*Work required*: Among the entries, find the lines with the string "Белинск" and copy them.
--- Records shown ---
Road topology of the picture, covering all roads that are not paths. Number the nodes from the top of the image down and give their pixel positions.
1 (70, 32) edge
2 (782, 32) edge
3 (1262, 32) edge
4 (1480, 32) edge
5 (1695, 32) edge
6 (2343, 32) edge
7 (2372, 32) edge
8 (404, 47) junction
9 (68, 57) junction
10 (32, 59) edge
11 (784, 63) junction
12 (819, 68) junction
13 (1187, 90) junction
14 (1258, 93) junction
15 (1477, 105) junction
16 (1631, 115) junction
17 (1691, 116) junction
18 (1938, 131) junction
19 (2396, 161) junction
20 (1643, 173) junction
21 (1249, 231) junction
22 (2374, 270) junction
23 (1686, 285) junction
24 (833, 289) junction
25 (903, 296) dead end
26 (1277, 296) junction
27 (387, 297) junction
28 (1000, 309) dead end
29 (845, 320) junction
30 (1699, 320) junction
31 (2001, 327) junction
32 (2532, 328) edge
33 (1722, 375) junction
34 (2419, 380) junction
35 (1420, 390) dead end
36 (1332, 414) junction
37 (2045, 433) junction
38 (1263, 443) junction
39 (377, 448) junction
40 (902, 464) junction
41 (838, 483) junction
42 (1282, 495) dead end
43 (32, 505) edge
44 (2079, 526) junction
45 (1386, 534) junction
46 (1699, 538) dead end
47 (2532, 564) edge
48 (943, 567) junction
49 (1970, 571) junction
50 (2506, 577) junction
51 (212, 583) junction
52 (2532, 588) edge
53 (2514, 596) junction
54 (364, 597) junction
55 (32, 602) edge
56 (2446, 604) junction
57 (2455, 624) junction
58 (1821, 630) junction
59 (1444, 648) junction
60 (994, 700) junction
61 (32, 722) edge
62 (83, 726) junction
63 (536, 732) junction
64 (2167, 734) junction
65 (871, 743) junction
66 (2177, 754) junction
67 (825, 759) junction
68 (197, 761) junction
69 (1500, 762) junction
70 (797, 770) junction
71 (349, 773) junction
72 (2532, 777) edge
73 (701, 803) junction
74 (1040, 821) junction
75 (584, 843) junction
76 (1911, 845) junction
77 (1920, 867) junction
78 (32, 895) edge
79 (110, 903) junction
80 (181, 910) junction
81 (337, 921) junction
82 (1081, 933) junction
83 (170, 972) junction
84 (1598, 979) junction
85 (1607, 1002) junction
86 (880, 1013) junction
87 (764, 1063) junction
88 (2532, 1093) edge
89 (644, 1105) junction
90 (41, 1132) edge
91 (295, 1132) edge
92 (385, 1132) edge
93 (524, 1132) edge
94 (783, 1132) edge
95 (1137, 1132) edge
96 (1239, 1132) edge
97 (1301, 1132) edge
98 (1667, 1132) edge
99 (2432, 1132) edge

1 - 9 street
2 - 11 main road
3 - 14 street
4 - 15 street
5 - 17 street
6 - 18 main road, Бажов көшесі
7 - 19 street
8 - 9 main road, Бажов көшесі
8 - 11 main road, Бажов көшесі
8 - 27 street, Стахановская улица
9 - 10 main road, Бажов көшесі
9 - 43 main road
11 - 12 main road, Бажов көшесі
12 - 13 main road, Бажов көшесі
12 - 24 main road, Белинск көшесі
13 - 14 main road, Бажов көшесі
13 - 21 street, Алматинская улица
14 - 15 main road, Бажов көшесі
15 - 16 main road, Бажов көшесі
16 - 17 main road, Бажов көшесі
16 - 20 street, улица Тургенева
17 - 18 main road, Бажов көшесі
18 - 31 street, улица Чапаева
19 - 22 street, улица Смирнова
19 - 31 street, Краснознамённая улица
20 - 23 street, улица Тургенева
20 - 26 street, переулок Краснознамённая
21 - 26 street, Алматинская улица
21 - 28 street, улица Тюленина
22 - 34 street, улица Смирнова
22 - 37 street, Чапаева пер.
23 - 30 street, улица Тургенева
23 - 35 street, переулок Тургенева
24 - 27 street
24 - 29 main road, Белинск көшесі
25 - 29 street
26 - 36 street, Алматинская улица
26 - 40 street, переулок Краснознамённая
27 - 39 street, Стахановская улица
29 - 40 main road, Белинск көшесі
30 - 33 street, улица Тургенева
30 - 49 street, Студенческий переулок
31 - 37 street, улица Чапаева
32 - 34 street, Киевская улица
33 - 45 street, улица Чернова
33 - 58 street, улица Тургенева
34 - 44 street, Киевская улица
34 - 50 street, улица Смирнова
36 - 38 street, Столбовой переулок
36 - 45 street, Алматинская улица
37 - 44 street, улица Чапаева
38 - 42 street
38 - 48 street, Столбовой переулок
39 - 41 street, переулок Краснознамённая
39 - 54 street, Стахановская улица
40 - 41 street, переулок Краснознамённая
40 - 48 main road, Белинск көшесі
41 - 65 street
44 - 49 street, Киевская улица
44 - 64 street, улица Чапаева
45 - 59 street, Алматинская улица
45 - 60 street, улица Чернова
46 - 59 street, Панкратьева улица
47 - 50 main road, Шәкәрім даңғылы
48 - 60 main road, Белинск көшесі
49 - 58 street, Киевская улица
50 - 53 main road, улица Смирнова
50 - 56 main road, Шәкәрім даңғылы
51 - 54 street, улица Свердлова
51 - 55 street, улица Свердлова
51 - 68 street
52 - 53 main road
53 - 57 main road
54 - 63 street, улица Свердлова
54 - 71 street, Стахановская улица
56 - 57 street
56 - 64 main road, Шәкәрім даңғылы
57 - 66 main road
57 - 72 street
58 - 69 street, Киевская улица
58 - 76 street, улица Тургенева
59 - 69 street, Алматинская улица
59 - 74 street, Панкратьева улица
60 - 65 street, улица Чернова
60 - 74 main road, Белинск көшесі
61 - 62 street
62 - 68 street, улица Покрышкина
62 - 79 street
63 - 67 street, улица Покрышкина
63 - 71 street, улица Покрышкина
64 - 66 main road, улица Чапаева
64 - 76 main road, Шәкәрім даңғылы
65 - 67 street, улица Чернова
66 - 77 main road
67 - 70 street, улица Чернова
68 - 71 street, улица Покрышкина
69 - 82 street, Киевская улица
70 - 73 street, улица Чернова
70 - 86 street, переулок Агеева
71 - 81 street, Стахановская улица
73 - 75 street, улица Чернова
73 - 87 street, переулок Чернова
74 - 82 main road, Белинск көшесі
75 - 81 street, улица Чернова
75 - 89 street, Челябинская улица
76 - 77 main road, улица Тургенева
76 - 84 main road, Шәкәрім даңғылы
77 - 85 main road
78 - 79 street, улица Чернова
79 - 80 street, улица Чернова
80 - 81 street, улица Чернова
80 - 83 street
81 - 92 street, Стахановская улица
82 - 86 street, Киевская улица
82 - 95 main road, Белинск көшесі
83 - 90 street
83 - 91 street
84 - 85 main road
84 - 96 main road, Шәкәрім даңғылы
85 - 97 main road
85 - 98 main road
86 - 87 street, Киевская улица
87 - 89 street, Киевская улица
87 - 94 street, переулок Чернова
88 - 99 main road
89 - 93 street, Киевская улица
---
*Your response*:
12 - 24 main road, Белинск көшесі
24 - 29 main road, Белинск көшесі
29 - 40 main road, Белинск көшесі
40 - 48 main road, Белинск көшесі
48 - 60 main road, Белинск көшесі
60 - 74 main road, Белинск көшесі
74 - 82 main road, Белинск көшесі
82 - 95 main road, Белинск көшесі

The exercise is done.